AAAS and Chinese Science Organization Explore New Collaboration
CAST Vice President Xu Yanhao, left center, and AAAS Director of International Relations Julia MacKenzie, right center, led a meeting of AAAS and CAST officials to discuss science literacy. | Anne Q. Hoy
Leaders of the China Association for Science and Technology and counterparts at the American Association for the Advancement of Science explored on Wednesday ways to build on a longstanding collaboration between the two scientific organizations through science communication and education partnerships.
During a meeting at AAAS headquarters in Washington, D.C., six CAST representatives highlighted a three-day world conference the organization is hosting on science literacy in Beijing beginning on Sept. 17. The event will mark the 60th anniversary of CAST, a non-governmental federation of Chinese academic societies, associations and grassroots organizations dedicated to augmenting science literacy throughout China.
Xu Yanhao, a vice president and executive secretary of CAST, voiced particular interest in AAAS’ communication training programs and called on a colleague who heads up such efforts to describe steps taken to advance public understanding of science throughout China.
“The Chinese government attaches great importance to the improvement of science literacy for all Chinese citizens,” said Qian Yan, deputy director-general of CAST’s Department of Science Popularization – a term that refers to a broad range of communication and educational initiatives that expand public understanding of science.
To quantify the task, CAST collaborated with more than 30 government programs and divided the nation’s population into four groups of adolescents, civil servants, workers and farmers, Qian said. Over the last decade, CAST has increased measures of science literacy to 6.2% from 1.6% by engaging the public through targeted activities and moving away from an earlier government-led approach, Qian said.
Bill Moran, publisher of the Science family of journals, discussed another central interest raised by Xu: how Chinese scientists are perceived by editors of leading scientific journals. Last June the number of manuscript submissions from Chinese scientists to scientific journals overall surpassed submissions from U.S. scientists, Moran noted, adding that the Chinese submissions rate overall was just behind the number of submissions from the European Union. A lower proportionate number of papers including Chinese authors have been accepted for publication, he said, but they are growing.
“The same holds for Science magazine,” Moran added. “If you look at pure numbers, we see the trend is upward. The number of accepted papers shows that the bar has been raised for researchers from China and the quality of research is improving.”
AAAS and CAST have a history of cooperation – a partnership that is among AAAS’ most enduring international collaborations. AAAS first reached out to China’s science, technology and engineering community when the AAAS Board of Directors traveled to China in 1978, a year before the two nations established diplomatic relations. Since then, AAAS and CAST have continued to seek ways to deepen mutual engagement between scientists and engineers.

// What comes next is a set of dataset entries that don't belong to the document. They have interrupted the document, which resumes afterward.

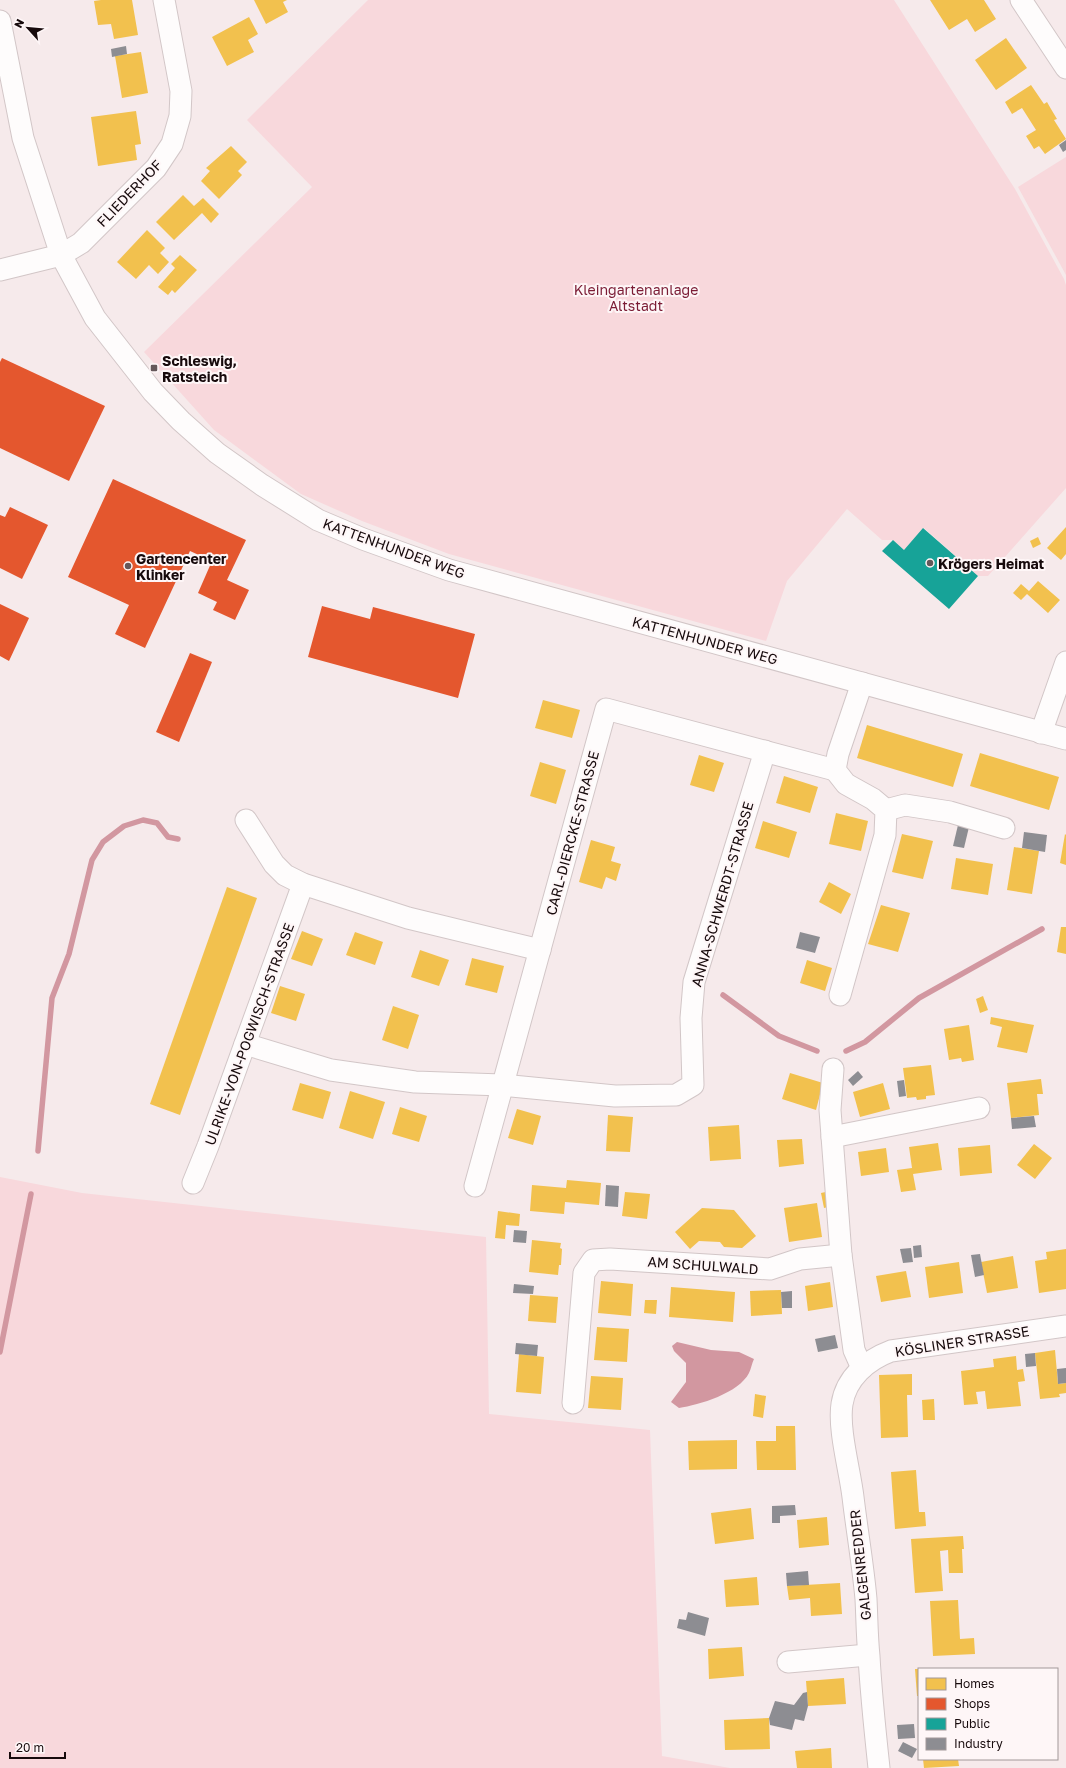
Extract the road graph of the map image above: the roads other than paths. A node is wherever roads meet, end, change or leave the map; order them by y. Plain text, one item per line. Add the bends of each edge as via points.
1 (164, 0) edge
2 (1021, 0) edge
3 (0, 21) edge
4 (1066, 68) edge
5 (61, 255) junction
6 (0, 270) edge
7 (1066, 662) edge
8 (862, 683) junction
9 (1041, 733) junction
10 (1066, 740) edge
11 (765, 751) junction
12 (835, 770) junction
13 (886, 810) junction
14 (246, 820) dead end
15 (1004, 828) dead end
16 (302, 884) junction
17 (540, 950) junction
18 (840, 995) dead end
19 (245, 1044) junction
20 (833, 1069) dead end
21 (502, 1085) junction
22 (979, 1108) dead end
23 (832, 1137) junction
24 (193, 1183) dead end
25 (475, 1186) dead end
26 (841, 1255) junction
27 (1066, 1326) edge
28 (862, 1368) junction
29 (573, 1403) dead end
30 (868, 1655) junction
31 (788, 1662) dead end
32 (879, 1768) edge

1 - 5 street, FLIEDERHOF via 181,91 180,116 172,144 151,173 81,243
2 - 4 street
3 - 5 street, KATTENHUNDER WEG via 23,138
5 - 6 street, FLIEDERHOF
5 - 8 street, KATTENHUNDER WEG via 96,318 153,392 217,453 318,520 449,570
7 - 9 street
8 - 9 street, KATTENHUNDER WEG
8 - 12 street
9 - 10 street, KATTENHUNDER WEG
11 - 12 street, CARL-DIERCKE-STRASSE
11 - 17 street, CARL-DIERCKE-STRASSE via 606,709
11 - 21 street, ANNA-SCHWERDT-STRASSE via 694,982 690,1018 693,1085 676,1095 615,1096
12 - 13 street via 846,784 873,799
13 - 15 street via 905,805 950,812
13 - 18 street via 885,835
14 - 16 street via 274,864 285,875
16 - 17 street via 408,918
16 - 19 street, ULRIKE-VON-POGWISCH-STRASSE
17 - 21 street, CARL-DIERCKE-STRASSE
19 - 21 street via 331,1070 415,1082
19 - 24 street, ULRIKE-VON-POGWISCH-STRASSE
20 - 23 street via 830,1110
21 - 25 street, CARL-DIERCKE-STRASSE
22 - 23 street
23 - 26 street
26 - 28 street via 854,1350
26 - 29 street, AM SCHULWALD via 800,1259 770,1270 593,1260 584,1273
27 - 28 street, KÖSLINER STRASSE via 891,1351 875,1358
28 - 30 street, GALGENREDDER via 847,1390 842,1403 841,1417 866,1598
30 - 31 street
30 - 32 street, GALGENREDDER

The 1978 meeting cleared the way for the organizations to reach their first formal agreement in 2007. The collaboration put in place joint publishing projects that resulted in a collection of scientific research papers, first published in Science, being translated and distributed in China and a set of science literacy materials developed by AAAS’ Project 2061, a science literacy program, being translated and posted on a CAST website. In 2016, AAAS renewed the agreement for five years.
Among other joint efforts, EurekAlert!, an online news service of AAAS, has provided science communication seminars to CAST’s public information officers. AAAS also has collaborated with CAST on issues of scientific integrity and professional ethics, a partnership that provides CAST with access to training materials that “highlight cultural differences between the two countries that may affect how issues of scientific integrity are understood and may impact cross-national research, something which is in the interest of researchers in both countries,” said Jessica Wyndham, director of the AAAS Scientific Responsibility, Human Rights and Law program.

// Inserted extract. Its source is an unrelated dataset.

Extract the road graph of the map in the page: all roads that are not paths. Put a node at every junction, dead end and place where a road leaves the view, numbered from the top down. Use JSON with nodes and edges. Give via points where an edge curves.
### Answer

The meeting between AAAS and CAST representatives comes at a time of bilateral tensions between the United States and China. The White House has proposed implementing tariffs on Chinese goods and limiting Chinese investments, particularly those related to the U.S. technological innovation sector, in a move intended to better protect U.S. intellectual property.
The Chinese government has recently mandated that all scientific data collected in China be turned over to government-approved data centers before appearing in publication, an action about which the U.S. National Science Foundation raised concerns.
The White House also is considering imposing further visas restrictions, according to news reports, that could limit the ability of Chinese students and scholars to travel to the U.S., drawing caution from Rush Holt, AAAS CEO and executive publisher of the Science family of journals.
“To remain the world leader in advancing scientific knowledge and innovation while ensuring national security, the U.S. science and technology enterprise must continue to capitalize on the international and multicultural environment within which it operates,” said Holt in a May 1 statement.
“We strongly recommend that the administration work with the scientific community to assess and develop potential policy actions that advance our nation’s prosperity,” Holt said. “Where specific and confirmed espionage is occurring, action must be taken, but obstructing scientific exchange based on non-specific concerns that could be applied to broad swaths of people is ill-conceived and damaging to American interests.”